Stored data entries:

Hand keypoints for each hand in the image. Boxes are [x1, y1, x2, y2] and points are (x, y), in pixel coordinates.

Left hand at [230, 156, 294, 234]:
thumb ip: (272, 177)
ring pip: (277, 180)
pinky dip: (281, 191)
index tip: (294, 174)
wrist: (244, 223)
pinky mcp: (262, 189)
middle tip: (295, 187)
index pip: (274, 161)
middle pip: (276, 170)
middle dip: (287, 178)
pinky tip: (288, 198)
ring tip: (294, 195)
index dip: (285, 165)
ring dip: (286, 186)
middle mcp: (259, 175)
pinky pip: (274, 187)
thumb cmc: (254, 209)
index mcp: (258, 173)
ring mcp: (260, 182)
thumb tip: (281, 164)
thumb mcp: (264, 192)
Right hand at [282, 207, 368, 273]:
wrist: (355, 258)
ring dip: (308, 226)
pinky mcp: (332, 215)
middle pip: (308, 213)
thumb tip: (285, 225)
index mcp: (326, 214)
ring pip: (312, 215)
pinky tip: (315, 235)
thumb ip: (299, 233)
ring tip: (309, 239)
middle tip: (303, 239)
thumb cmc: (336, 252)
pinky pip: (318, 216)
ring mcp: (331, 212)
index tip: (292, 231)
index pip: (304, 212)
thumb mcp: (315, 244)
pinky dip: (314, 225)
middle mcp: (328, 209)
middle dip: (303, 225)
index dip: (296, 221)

**The task**
Scan the records above for the word "thumb". Show each line in which it appears.

**Answer to this task**
thumb ip: (272, 177)
thumb cmc: (254, 209)
thumb tip: (281, 164)
thumb mcp: (264, 192)
thumb tip: (285, 225)
thumb ip: (299, 233)
thumb cmc: (336, 252)
thumb mcp: (315, 244)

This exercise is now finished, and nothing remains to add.